Le Cene si sono svolte in due Domeniche di Novembre (20 – 27) e tre di Dicembre (4 – 11 – 18) di questo fine Anno 2022.

Alle specialissime Serate hanno partecipato ovviamente il mitico Gaetano Trovato e il suo bravissimo Pastry Chef Michele Fanucchi, con il supporto delle giovani e super efficienti Brigate di  Sala e di Cucina del Ristorante “Arnolfo”, insieme ad altri straordinari Chef: Alessandro Cozzolino (La Loggia di Villa San Michele), Stefano Cipollini (Scuola Tessieri), Michelino Gioia (Il Pellicano), Claudio Mengoni (Borgo San Iacopo), Emanuele Mazzella (Sulià House), Filippo Scapecchi (Terramira), Giulio Gurgugli (Osteria Miranda), Eugenio Boer (Bu:r), Daniele Bandini (Oltre), Marco Stabile (Ora d’Aria).
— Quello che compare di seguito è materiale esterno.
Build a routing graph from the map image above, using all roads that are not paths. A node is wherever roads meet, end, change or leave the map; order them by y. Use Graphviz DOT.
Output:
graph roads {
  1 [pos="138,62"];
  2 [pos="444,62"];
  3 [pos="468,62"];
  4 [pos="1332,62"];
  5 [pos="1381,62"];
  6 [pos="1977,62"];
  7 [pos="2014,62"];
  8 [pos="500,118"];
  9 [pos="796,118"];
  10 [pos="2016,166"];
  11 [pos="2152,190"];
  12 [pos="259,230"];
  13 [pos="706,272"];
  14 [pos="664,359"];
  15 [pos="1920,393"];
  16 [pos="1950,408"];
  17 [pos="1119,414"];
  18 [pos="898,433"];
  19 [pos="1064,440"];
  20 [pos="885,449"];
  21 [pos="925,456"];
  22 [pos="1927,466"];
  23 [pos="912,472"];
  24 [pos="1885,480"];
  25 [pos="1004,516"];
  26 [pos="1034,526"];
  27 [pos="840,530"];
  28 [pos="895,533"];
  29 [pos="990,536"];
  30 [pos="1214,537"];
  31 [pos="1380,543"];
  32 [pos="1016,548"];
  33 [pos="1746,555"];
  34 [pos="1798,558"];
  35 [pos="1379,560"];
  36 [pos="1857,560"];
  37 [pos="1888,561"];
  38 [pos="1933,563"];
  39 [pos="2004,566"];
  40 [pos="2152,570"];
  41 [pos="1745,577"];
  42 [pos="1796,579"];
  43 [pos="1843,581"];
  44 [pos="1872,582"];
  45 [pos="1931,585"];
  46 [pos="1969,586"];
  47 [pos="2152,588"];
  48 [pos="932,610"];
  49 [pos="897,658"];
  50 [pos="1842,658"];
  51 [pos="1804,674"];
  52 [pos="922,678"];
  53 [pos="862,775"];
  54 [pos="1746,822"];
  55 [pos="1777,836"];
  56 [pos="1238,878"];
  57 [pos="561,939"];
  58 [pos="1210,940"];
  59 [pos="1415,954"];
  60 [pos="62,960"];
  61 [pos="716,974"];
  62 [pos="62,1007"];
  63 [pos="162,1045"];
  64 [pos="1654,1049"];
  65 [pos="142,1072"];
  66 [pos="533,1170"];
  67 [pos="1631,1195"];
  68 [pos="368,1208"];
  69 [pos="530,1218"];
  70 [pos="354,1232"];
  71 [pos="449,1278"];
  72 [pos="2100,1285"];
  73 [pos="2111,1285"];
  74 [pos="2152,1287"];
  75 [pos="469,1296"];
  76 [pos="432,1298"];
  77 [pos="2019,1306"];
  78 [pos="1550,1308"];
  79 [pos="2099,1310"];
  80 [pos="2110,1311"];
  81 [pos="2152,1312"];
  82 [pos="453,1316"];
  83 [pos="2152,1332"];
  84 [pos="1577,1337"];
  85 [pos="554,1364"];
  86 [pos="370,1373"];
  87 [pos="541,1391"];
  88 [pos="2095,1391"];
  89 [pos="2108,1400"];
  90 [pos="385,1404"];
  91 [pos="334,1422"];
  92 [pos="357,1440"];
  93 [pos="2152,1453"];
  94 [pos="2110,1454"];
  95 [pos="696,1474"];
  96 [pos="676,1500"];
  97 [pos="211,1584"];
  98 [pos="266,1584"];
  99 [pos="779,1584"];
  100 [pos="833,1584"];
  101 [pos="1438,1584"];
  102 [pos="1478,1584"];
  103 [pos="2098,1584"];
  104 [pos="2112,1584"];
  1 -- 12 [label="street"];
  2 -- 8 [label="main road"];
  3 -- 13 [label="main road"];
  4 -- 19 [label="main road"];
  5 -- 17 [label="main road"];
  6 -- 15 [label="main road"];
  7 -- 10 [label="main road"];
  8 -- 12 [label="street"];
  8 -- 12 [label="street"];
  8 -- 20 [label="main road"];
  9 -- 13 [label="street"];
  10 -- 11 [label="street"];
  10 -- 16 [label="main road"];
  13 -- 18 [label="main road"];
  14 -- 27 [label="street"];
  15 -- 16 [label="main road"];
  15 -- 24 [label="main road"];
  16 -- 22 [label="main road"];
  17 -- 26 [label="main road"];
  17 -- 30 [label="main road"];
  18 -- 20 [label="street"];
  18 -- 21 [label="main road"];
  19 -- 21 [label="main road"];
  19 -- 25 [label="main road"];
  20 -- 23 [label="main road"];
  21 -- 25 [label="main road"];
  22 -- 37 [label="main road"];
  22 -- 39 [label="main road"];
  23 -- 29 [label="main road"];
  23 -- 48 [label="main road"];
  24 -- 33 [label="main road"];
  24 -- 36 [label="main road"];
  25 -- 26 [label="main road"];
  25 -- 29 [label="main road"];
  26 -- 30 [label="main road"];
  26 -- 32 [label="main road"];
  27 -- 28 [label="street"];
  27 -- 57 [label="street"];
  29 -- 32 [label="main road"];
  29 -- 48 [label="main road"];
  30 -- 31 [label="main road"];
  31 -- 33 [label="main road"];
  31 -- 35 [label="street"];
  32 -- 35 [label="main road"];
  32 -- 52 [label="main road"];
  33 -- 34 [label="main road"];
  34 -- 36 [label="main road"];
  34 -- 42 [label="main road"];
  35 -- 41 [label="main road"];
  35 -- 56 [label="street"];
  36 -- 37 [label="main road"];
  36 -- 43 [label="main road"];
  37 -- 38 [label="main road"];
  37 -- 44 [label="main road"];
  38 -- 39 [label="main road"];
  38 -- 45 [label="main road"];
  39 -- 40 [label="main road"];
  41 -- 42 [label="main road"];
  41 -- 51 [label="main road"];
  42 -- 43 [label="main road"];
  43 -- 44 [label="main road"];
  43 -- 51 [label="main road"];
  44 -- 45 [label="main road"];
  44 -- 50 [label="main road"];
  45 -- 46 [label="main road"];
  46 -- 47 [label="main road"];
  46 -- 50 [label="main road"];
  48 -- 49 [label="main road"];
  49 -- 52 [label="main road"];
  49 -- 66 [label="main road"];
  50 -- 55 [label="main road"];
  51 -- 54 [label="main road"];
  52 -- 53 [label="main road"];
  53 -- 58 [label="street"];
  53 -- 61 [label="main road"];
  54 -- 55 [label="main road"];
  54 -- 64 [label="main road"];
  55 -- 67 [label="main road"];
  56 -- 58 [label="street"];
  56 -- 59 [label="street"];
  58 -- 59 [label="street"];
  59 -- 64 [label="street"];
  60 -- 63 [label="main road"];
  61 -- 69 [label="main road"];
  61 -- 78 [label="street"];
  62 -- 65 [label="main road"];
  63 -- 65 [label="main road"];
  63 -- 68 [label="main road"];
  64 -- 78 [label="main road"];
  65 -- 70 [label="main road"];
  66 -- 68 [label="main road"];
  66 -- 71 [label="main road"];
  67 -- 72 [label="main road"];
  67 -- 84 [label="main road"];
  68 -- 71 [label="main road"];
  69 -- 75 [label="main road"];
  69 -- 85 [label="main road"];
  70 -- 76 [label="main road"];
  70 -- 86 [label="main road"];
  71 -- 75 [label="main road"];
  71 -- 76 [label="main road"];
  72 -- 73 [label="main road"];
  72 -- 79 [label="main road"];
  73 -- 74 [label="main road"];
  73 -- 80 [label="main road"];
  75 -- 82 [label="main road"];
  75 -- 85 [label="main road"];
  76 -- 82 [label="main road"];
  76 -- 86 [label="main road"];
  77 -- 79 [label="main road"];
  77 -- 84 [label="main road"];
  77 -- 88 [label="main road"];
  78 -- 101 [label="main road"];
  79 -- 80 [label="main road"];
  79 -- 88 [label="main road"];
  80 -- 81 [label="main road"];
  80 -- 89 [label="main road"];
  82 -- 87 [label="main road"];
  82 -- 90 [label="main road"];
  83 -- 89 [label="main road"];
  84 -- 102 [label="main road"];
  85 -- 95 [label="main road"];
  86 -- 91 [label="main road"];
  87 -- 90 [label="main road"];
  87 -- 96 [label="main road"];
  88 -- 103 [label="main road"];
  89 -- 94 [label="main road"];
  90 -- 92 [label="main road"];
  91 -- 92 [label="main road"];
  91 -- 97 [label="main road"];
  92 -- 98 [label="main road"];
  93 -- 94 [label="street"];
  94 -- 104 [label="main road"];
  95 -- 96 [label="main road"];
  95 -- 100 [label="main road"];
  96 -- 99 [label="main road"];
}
Ristorante Arnolfo. Cena Arnolfini del 11 Dicembre 2022. Foto Arnolfo

E ancora: Alessandro Calabrese (Enoteca Del Duca), Sebastiano Randieri (Oblige), Simone Cipriani (Essenziale), Ariel Hagen (Borgo Santo Pietro Saporium), Alberto Sparacino (Pepenero), Emmanuel Scotti (Le Reve), Lazzaro Cimadoro (Castel Bigozzi), Alessio Leporatti (Relais Villa Olmo Diadema), Ivan Matarese (Su Murruai), Franco Sangiacomo (Osteria di Brolio), Maurizio Bardotti (Passo dopo Passo Osteria), Ivan Ferrara (J.K. Place Paris), Nino di Costanzo (Daní Maison), Filippo Saporito e Ombretta Giovannini (La Leggenda dei Frati).

 “La Filosofia di Arnolfo negli anni non è cambiata ma si è colorata di nuove, suggestive e stimolanti sfumature grazie anche a una Famiglia allargata fatta anche di tanti Arnolfini”: queste  le parole di Alice Trovato la splendida Manager del Ristorante “Arnolfo”.

Ristorante Arnolfo. Cena Arnolfini del 18 Dicembre 2022. Foto Arnolfo

Lei, che è una vera e propria “ventata di Primavera” con la sua straordinaria carica vitale e tutta la sua dolcezza accompagnata da uno splendido sorriso, è il futuro più prossimo di questa importantissima realtà Italiana dell’Alta Cucina e dell’Ospitalità d’Autore.

Posso soltanto aggiungere che le 5 specialissime Cene degli “Arnolfini” svoltesi nella nuovissima e magnifica “Casa” del Ristorante “Arnolfo” (Due Stelle Michelin) di Colle di Val d’Elsa (SI) sono state semplicemente memorabili.